Он начал сниматься в эпизодических ролях еще в 90-х, а по-настоящему знаменитым — и за пределами Франции — стал после выхода «Долгой помолвки» Жан-Пьера Жёне (принесла Ульелю премию «Сезар» как самому многообещающему молодому актеру). После этого были съёмки в ромкомах, триллерах, костюмных драмах, хоррорах, крупнобюджетных байопиках и маленьких независимых фильмах — и ко всем проектам он подходил с одинаковыми вниманием и любопытством, утверждая, что не просто отдаёт каждой роли часть себя, но и получает что-то взамен. Одинокий подросток, пытающийся разобраться в себе, невротичный одержимый страстями кутюрье, озадаченный экзистенциальными вопросами молодой писатель, которому суждено вот-вот умереть — в этом тексте мы рассказываем о ролях актёра и размышляем, что делало героев Ульеля и фильмы, в которых он появлялся, такими особенными, и как ему удалось «переписать» мужских персонажей в кино.
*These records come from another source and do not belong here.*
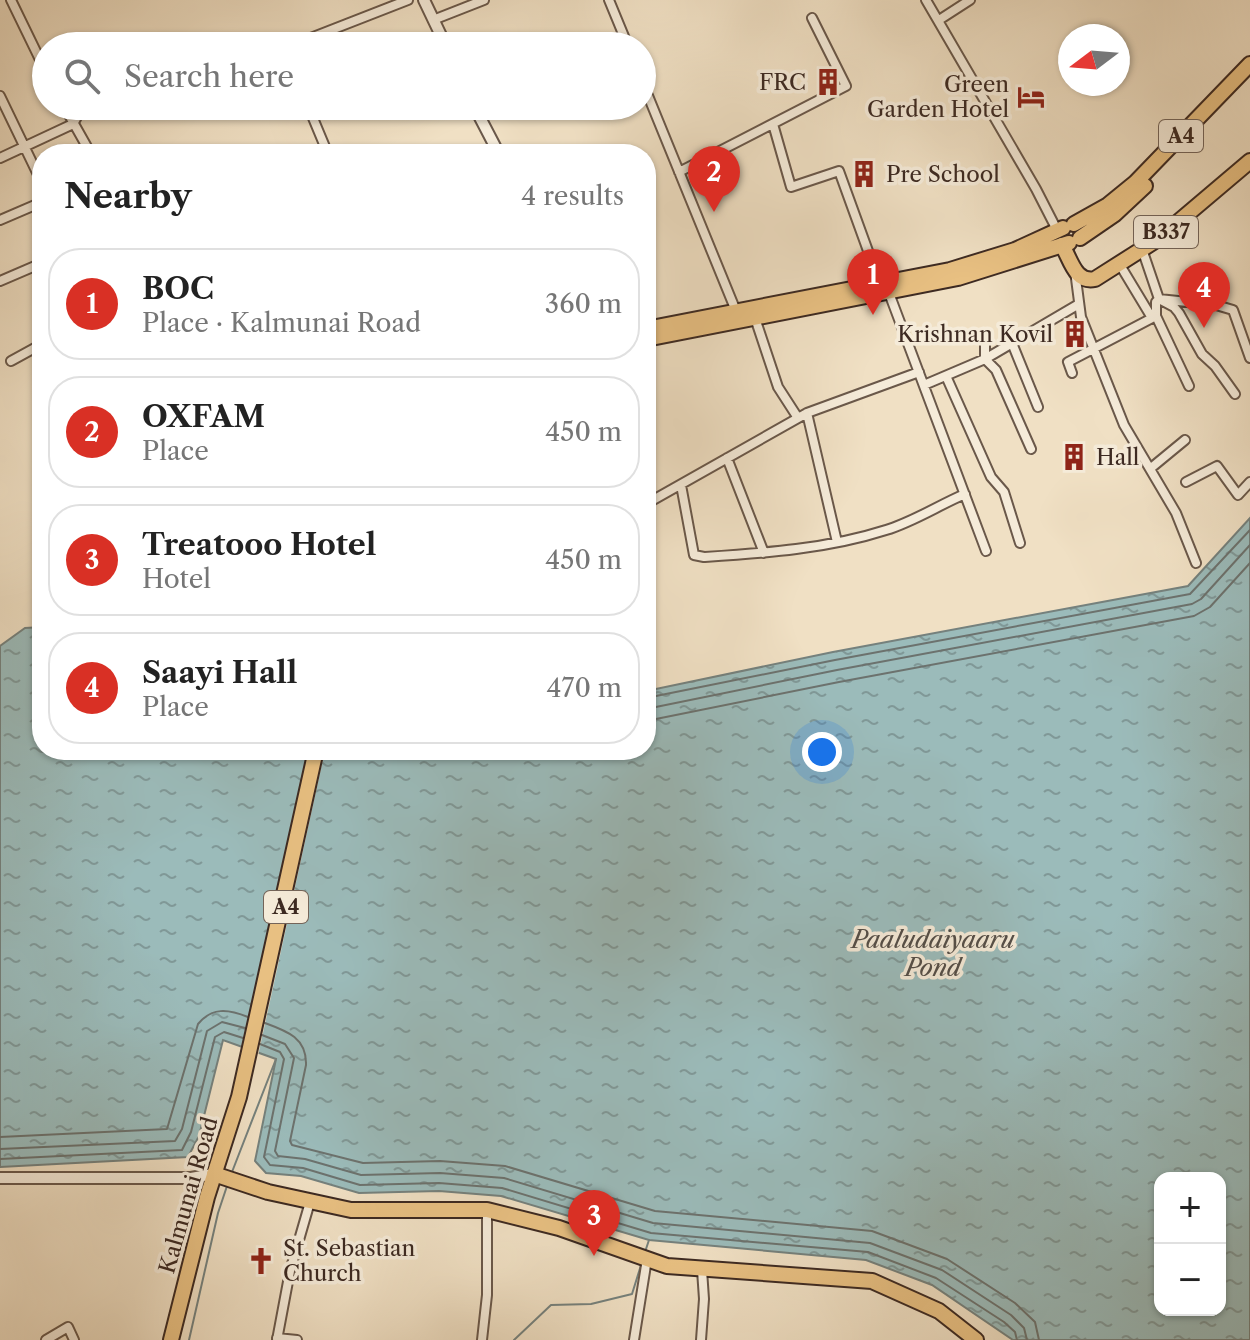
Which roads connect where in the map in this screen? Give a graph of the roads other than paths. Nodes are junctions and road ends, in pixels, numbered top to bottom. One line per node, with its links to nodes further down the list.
1 (11, 0): 14 (street)
2 (408, 0): 11 (street)
3 (424, 0): 9 (street)
4 (484, 0): 9 (street)
5 (609, 0): 13 (street)
6 (926, 0): 10 (street)
7 (970, 0): 10 (street)
8 (812, 18): 24 (street)
9 (433, 20): 12 (street)
10 (939, 20): 35 (street)
11 (326, 32)
12 (439, 32)
13 (622, 32)
14 (32, 43)
15 (1250, 64): 35 (main road, A4)
16 (1250, 75): 35 (main road, A4)
17 (0, 96): 28 (street)
18 (656, 115): 32 (street)
19 (71, 120): 23 (street)
20 (75, 120): 23 (street)
21 (314, 120): 26 (street)
22 (481, 120): 27 (street)
23 (73, 124): 25 (street); 28 (street)
24 (773, 124): 32 (street); 42 (street)
25 (85, 144)
26 (324, 144)
27 (494, 144)
28 (26, 145): 29 (street); 30 (street)
29 (0, 158)
30 (32, 159)
31 (1248, 165): 36 (main road, B337)
32 (679, 172): 46 (street)
33 (32, 206): 34 (street)
34 (0, 220)
35 (1068, 236): 39 (main road); 42 (main road, A4)
36 (1142, 249): 37 (main road, B337); 43 (street)
37 (1120, 265): 39 (main road, B337); 47 (street)
38 (32, 267): 40 (street)
39 (1074, 268): 44 (street)
40 (0, 281)
41 (1195, 287): 45 (street)
42 (884, 289): 46 (main road, A4); 48 (main road, A4); 58 (street)
43 (1159, 299): 45 (street); 47 (street); 63 (street)
44 (1079, 304): 52 (street); 54 (street)
45 (1201, 304): 55 (street)
46 (736, 311): 49 (main road, A4)
47 (1154, 317): 54 (street); 62 (street)
48 (755, 318): 50 (main road, A4); 66 (street)
49 (656, 327)
50 (656, 337)
51 (985, 338): 56 (street)
52 (1012, 343): 56 (street); 64 (street)
53 (32, 349): 57 (street)
54 (1094, 349): 59 (street); 70 (street)
55 (1250, 358)
56 (985, 359): 60 (street); 68 (street)
57 (11, 361)
58 (919, 372): 61 (street); 65 (street)
59 (1072, 373)
60 (946, 376): 61 (street); 77 (street)
61 (924, 385): 74 (street)
62 (1189, 386)
63 (1235, 394)
64 (1038, 407)
65 (807, 413): 66 (street); 76 (street)
66 (798, 418): 69 (street)
67 (1185, 440): 70 (street)
68 (1031, 449)
69 (727, 458): 73 (street); 79 (street)
70 (1151, 468): 80 (street)
71 (1186, 482): 72 (street)
72 (1250, 482)
73 (681, 485): 75 (street); 79 (street)
74 (965, 494): 76 (street); 78 (street)
75 (656, 499)
76 (837, 542): 79 (street)
77 (1020, 543)
78 (986, 551)
79 (764, 553)
80 (1196, 563)
81 (317, 760): 82 (main road, Kalmunai Road / A4)
82 (218, 1171): 83 (street); 85 (main road, Kalmunai Road / A4); 86 (main road); 94 (main road, Kalmunai Road / A4)
83 (178, 1177): 84 (street); 85 (street)
84 (0, 1178)
85 (207, 1197): 93 (main road, Kalmunai Road / A4)
86 (310, 1202): 87 (main road); 90 (street)
87 (487, 1210): 88 (main road); 96 (street)
88 (647, 1259): 89 (main road); 97 (street)
89 (702, 1270): 98 (street); 99 (main road)
90 (277, 1339): 95 (street)
91 (46, 1340): 92 (street)
92 (74, 1340)
93 (171, 1340)
94 (180, 1340)
95 (297, 1340)
96 (482, 1340)
97 (634, 1340)
98 (701, 1340)
99 (976, 1340)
«Последний день». Учиться быть взрослым

Фильм «Последний день» Родольфа Маркони выходит в 2004 году, почти одновременно с «Долгой помолвкой», и оттого вынужден находиться в тени, хотя и совершенно незаслуженно. Именно эта маленькая история стала первой квир-ролью актёра.
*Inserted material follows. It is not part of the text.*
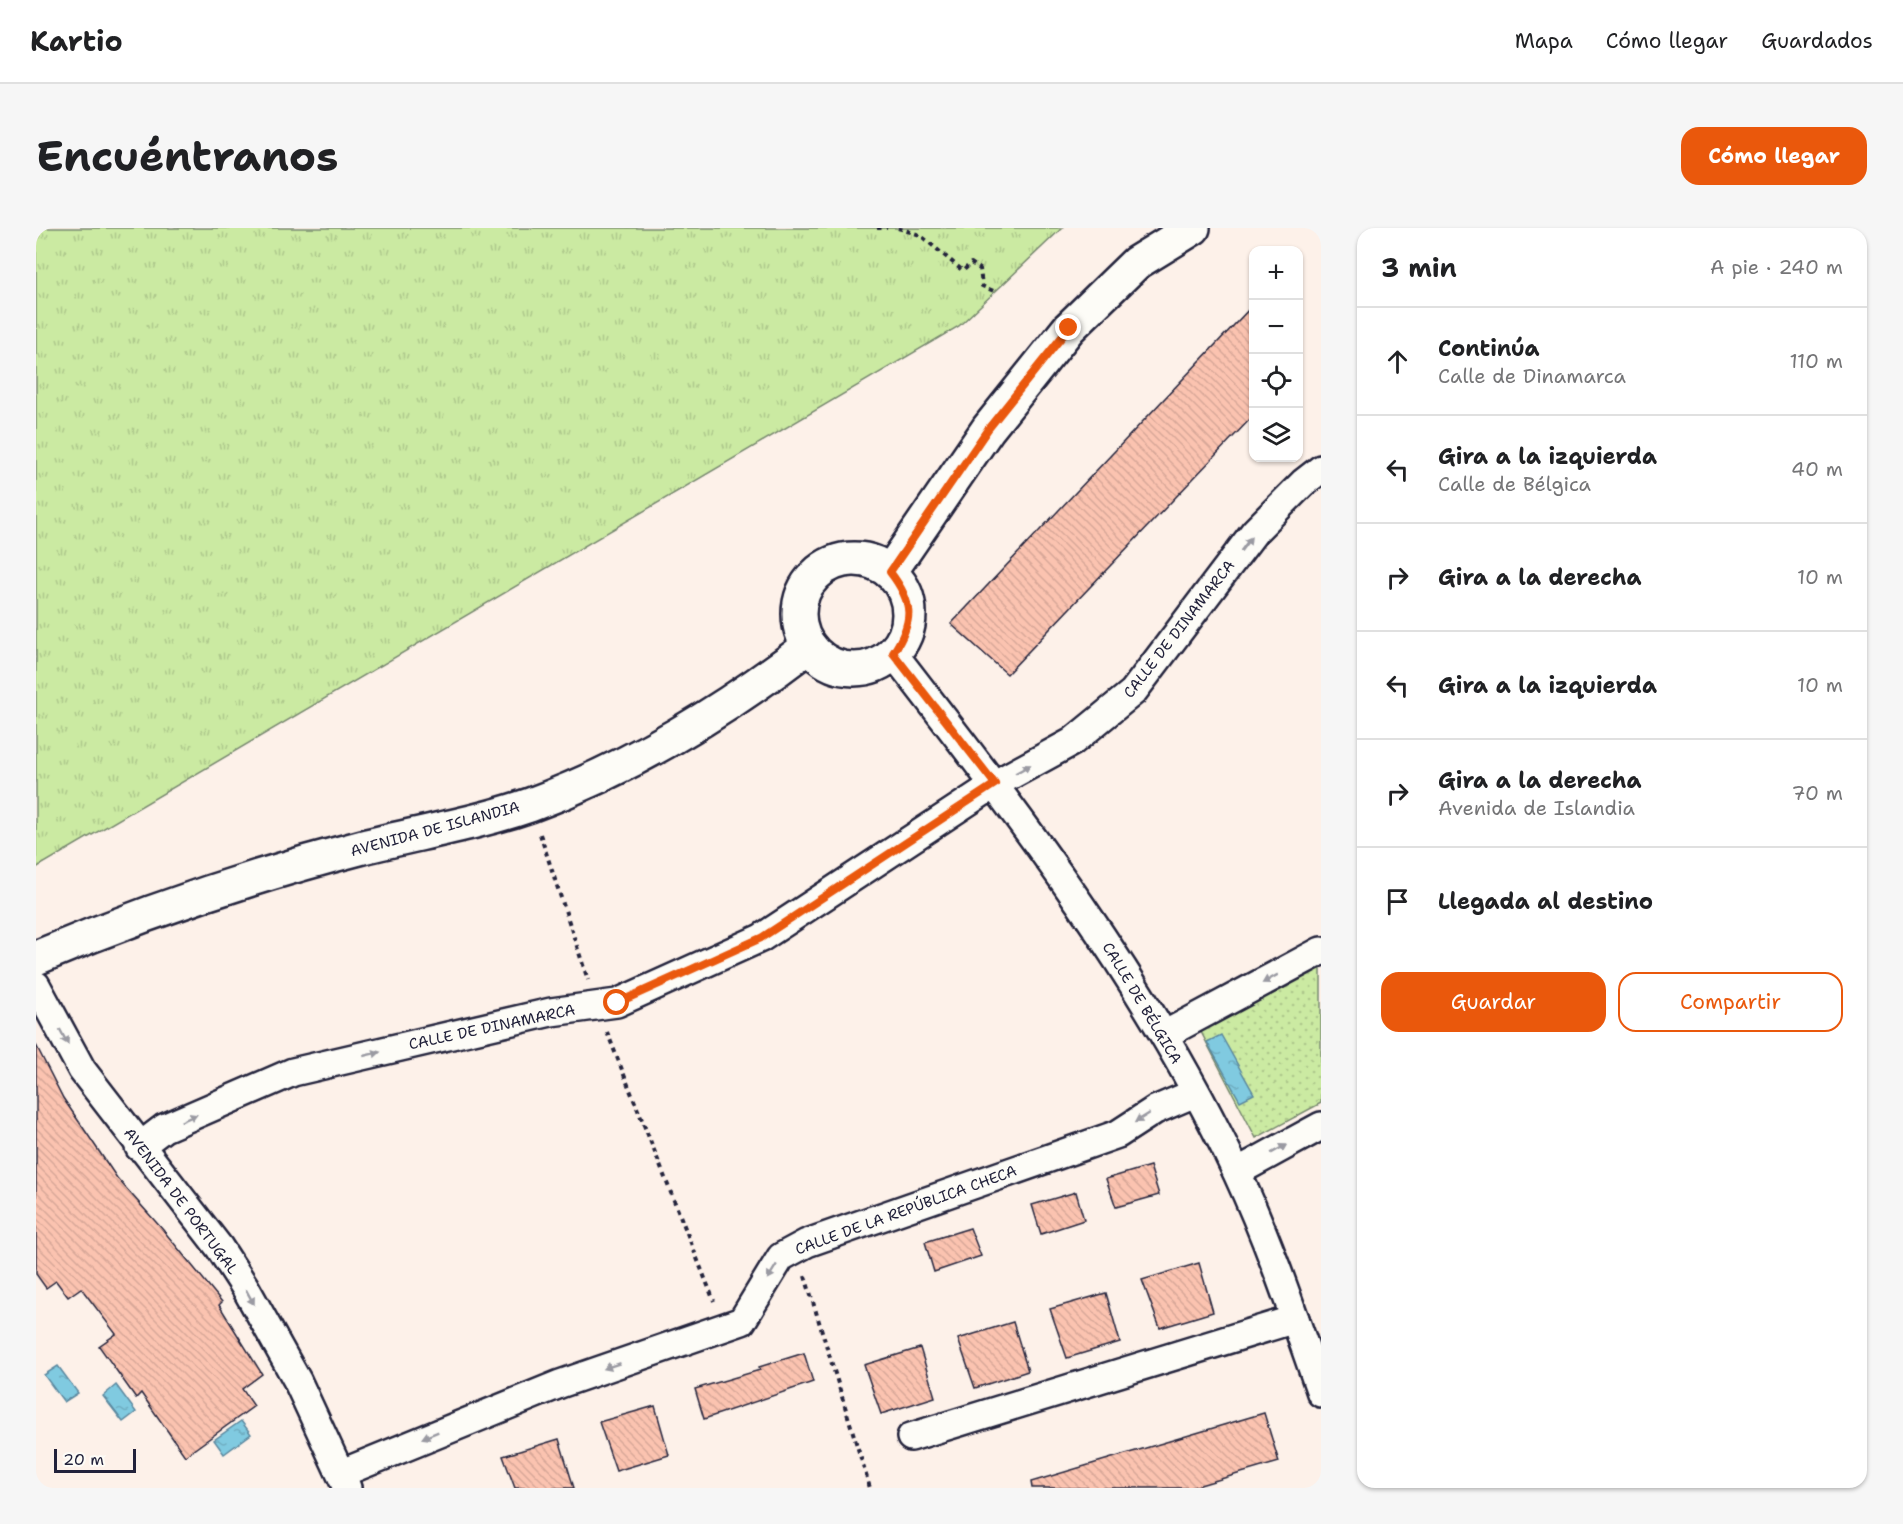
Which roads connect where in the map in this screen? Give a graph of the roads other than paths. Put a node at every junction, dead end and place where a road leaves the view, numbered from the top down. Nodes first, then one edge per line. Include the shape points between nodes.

Симон и Матьё — друзья детства, теперь совсем разные. Симон учится в университете на художественном отделении и везде таскает с собой камеру — это его способ говорить с миром. Матьё работает смотрителем маяка в их маленьком городке, не понимает фотографий, которые делает друг, принимая расфокус за плохое качество печати, и понятия не имеет о влюблённости Симона. Луиза — девушка, которую Симон встречает в поезде, и она нравится ему тоже: он испытывает и желание, и мимолётную нежность, и почти родственную привязанность. То, что начинается как дурацкая игра на вечеринке с поцелуями, оказывается вовсе не игрой для Симона и складывается в неклассический любовный треугольник.

Однако мелодраматическое в фильме очень условно: это куда больше драма взросления, фиксация опыта и попытки разобраться в себе и своей идентичности. И разговор не удался бы настолько без той фактуры, которую Ульель, фактически ещё подросток (на момент съёмок ему было 19 лет), подарил своему герою — юное лицо и неловкие угловатые движения мучительно влюблённого, пытающегося дать чувствам выход (в одной из сцен Симон находит оставленную Луизой и Матьё постель, вдыхает запах простынь и мастурбирует — физическое воплощение бисексуального желания).

Вместе с тем, картина отличается от плеяды грустных квир-драм нулевых: любовный треугольник в итоге разрешается — пусть и не ответом на чувство, а проговариванием спасительной фразы, что любовь — она бывает разной. Трагическая развязка, которая в иных обстоятельствах могла бы значить невозможность этих чувств, здесь тоже условна. Маркони не просто решает не отнимать у зрителя надежду, а делает робкую попытку изменить квир-нарратив и уже этим вписывает фильм в историю. В «Последнем дне» трагедия соседствует с почти пасторальной картинкой: сразу после того, как Симон совершает непоправимое, его голос за кадром говорит: «Я умер? Это неважно. Даже если я и умер, я вернусь в следующем году...». И герой возникает вновь, улыбаясь, стоя на борту маленькой яхты. Яхта плывёт, покачиваясь на волнах, символически продолжая путь взросления.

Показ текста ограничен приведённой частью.